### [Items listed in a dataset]
BEGIN
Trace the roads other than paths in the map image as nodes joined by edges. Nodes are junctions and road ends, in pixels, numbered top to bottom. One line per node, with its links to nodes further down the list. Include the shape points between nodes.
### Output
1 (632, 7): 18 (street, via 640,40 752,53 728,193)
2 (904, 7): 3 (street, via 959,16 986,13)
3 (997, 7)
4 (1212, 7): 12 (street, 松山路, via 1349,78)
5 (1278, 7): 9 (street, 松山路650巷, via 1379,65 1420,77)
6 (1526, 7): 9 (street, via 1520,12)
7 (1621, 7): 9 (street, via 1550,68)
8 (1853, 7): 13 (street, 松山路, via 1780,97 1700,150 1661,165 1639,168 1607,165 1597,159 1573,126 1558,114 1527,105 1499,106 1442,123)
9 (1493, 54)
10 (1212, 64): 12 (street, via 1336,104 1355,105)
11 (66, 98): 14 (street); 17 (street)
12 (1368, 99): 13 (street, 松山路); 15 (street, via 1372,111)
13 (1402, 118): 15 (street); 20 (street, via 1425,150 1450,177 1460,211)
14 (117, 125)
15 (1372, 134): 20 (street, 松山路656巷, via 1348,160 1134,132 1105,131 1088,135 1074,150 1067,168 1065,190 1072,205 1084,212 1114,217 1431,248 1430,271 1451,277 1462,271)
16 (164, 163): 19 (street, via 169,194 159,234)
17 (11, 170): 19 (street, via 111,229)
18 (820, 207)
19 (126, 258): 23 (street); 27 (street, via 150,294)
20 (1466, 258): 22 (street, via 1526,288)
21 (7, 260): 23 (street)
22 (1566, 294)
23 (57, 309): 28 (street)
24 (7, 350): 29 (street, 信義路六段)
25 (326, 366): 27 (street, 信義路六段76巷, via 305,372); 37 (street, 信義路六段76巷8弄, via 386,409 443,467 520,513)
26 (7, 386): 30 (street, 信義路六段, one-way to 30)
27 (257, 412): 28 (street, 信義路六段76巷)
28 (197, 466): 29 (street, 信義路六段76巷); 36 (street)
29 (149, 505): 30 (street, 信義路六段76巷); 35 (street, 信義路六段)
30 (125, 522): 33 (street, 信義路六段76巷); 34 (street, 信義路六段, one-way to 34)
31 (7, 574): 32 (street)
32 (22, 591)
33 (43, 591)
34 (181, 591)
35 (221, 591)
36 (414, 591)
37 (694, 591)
END
### [ACTIVITY]
All records shown above are to be repeated exactly.

### [ANSWER FOR THIS EXERCISE]
Trace the roads other than paths in the map image as nodes joined by edges. Nodes are junctions and road ends, in pixels, numbered top to bottom. One line per node, with its links to nodes further down the list. Include the shape points between nodes.
### Output
1 (632, 7): 18 (street, via 640,40 752,53 728,193)
2 (904, 7): 3 (street, via 959,16 986,13)
3 (997, 7)
4 (1212, 7): 12 (street, 松山路, via 1349,78)
5 (1278, 7): 9 (street, 松山路650巷, via 1379,65 1420,77)
6 (1526, 7): 9 (street, via 1520,12)
7 (1621, 7): 9 (street, via 1550,68)
8 (1853, 7): 13 (street, 松山路, via 1780,97 1700,150 1661,165 1639,168 1607,165 1597,159 1573,126 1558,114 1527,105 1499,106 1442,123)
9 (1493, 54)
10 (1212, 64): 12 (street, via 1336,104 1355,105)
11 (66, 98): 14 (street); 17 (street)
12 (1368, 99): 13 (street, 松山路); 15 (street, via 1372,111)
13 (1402, 118): 15 (street); 20 (street, via 1425,150 1450,177 1460,211)
14 (117, 125)
15 (1372, 134): 20 (street, 松山路656巷, via 1348,160 1134,132 1105,131 1088,135 1074,150 1067,168 1065,190 1072,205 1084,212 1114,217 1431,248 1430,271 1451,277 1462,271)
16 (164, 163): 19 (street, via 169,194 159,234)
17 (11, 170): 19 (street, via 111,229)
18 (820, 207)
19 (126, 258): 23 (street); 27 (street, via 150,294)
20 (1466, 258): 22 (street, via 1526,288)
21 (7, 260): 23 (street)
22 (1566, 294)
23 (57, 309): 28 (street)
24 (7, 350): 29 (street, 信義路六段)
25 (326, 366): 27 (street, 信義路六段76巷, via 305,372); 37 (street, 信義路六段76巷8弄, via 386,409 443,467 520,513)
26 (7, 386): 30 (street, 信義路六段, one-way to 30)
27 (257, 412): 28 (street, 信義路六段76巷)
28 (197, 466): 29 (street, 信義路六段76巷); 36 (street)
29 (149, 505): 30 (street, 信義路六段76巷); 35 (street, 信義路六段)
30 (125, 522): 33 (street, 信義路六段76巷); 34 (street, 信義路六段, one-way to 34)
31 (7, 574): 32 (street)
32 (22, 591)
33 (43, 591)
34 (181, 591)
35 (221, 591)
36 (414, 591)
37 (694, 591)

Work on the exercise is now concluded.